2004 Volume 45 Issue 6 Pages 937-948
The purpose of this study was to validate whether dipyridamole stress ultrasonic tissue characterization with cyclic variation of integrated backscatter (CVIBS) compared with dipyridamole stress echocardiography and dipyridamole stress Tc99m-MIBI SPECT myocardial perfusion scintigraphy could predict myocardial ischemia in patients with chronic coronary artery disease.
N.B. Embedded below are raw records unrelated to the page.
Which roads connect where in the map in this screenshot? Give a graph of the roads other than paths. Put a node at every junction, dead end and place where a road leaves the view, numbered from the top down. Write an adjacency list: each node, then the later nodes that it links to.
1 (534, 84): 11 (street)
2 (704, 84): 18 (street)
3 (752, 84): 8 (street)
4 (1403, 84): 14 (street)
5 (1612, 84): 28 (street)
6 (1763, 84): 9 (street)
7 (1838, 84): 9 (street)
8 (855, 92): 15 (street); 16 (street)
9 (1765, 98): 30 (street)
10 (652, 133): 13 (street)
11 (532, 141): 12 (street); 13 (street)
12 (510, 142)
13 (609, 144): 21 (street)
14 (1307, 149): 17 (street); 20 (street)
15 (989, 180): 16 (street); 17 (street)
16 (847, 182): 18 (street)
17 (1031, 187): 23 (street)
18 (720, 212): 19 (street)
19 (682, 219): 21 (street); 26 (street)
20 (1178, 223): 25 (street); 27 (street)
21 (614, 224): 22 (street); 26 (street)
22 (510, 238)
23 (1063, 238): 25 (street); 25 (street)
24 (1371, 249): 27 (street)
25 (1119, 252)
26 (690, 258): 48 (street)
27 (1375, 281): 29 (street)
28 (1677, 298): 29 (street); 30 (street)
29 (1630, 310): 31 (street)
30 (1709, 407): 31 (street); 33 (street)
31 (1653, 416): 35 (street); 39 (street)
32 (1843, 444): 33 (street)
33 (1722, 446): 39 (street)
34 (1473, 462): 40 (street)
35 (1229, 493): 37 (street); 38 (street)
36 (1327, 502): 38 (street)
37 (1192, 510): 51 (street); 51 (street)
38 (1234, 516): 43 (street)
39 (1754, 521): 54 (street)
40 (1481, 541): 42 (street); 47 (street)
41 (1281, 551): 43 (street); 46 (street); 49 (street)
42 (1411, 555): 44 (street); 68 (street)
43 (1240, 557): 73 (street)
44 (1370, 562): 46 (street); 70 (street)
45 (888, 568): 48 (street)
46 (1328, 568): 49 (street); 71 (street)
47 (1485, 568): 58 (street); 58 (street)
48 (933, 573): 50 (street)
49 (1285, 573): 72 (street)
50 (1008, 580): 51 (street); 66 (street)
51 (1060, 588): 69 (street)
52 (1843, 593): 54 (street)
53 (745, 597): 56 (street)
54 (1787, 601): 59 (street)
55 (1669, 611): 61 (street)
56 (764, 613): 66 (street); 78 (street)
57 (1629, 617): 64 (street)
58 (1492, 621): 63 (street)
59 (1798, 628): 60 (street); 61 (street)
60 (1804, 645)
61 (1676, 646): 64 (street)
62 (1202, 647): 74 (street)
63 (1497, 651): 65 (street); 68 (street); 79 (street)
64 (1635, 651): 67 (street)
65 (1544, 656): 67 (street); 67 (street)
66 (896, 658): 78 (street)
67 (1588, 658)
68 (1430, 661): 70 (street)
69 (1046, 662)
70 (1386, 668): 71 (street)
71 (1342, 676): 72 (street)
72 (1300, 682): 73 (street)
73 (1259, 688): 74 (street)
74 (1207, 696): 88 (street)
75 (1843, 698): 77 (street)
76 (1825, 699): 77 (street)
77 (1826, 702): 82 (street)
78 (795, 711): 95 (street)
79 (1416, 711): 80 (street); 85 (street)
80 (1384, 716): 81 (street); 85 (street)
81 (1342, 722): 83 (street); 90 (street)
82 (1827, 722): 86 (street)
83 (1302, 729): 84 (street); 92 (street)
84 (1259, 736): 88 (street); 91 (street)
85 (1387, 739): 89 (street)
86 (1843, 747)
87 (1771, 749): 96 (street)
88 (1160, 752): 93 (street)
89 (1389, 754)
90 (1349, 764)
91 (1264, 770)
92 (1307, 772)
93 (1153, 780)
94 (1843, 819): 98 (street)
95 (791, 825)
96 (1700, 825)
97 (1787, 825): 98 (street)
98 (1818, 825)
Twenty patients (16 M, 4 F) who had coronary angiography for stable angina pectoris were included in the study. Mean age was 62 ± 8 years. The left ventricle was divided into 16 segments. Regional wall motion analysis and CVIBS measurements were obtained from 16 myocardial segments at rest and after dipyridamole (0.84 mg/kg) infusion. After 10 minutes, Tc-99m MIBI (10 mCi) was injected and SPECT myocardial imaging was performed. After 3 hours, 25 mCi Tc-99m MIBI was reinjected and rest images were obtained.
A total of 320 ventricular wall segments were evaluated. Two hundred and six ventricular wall segments were supplied by stenotic coronary arteries and 114 segments were supplied by normal coronary arteries. Dipyridamole stress Tc-99m MIBI SPECT studies showed abnormal myocardial perfusion in 176 segments and normal perfusion in 144 segments. Transient regional wall motion abnormality was detected in 116 segments. A significant decrease in CVIBS after dipyridamole stress was detected in 184 segments. The sensitivity and specificity of dipyridamole stress echocardiography, Tc-99m MIBI SPECT, and CVIBS were 56% and 100%, 85% and 92%, and 89% and 100%, respectively, compared with the results from coronary angiography.
Dipyridamole stress ultrasonic tissue characterization with CVIBS may provide more sensitive detection of myocardial ischemia than dipyridamole stress echocardiography and may be as valuable as dipyridamole stress myocardial perfusion scintigraphy.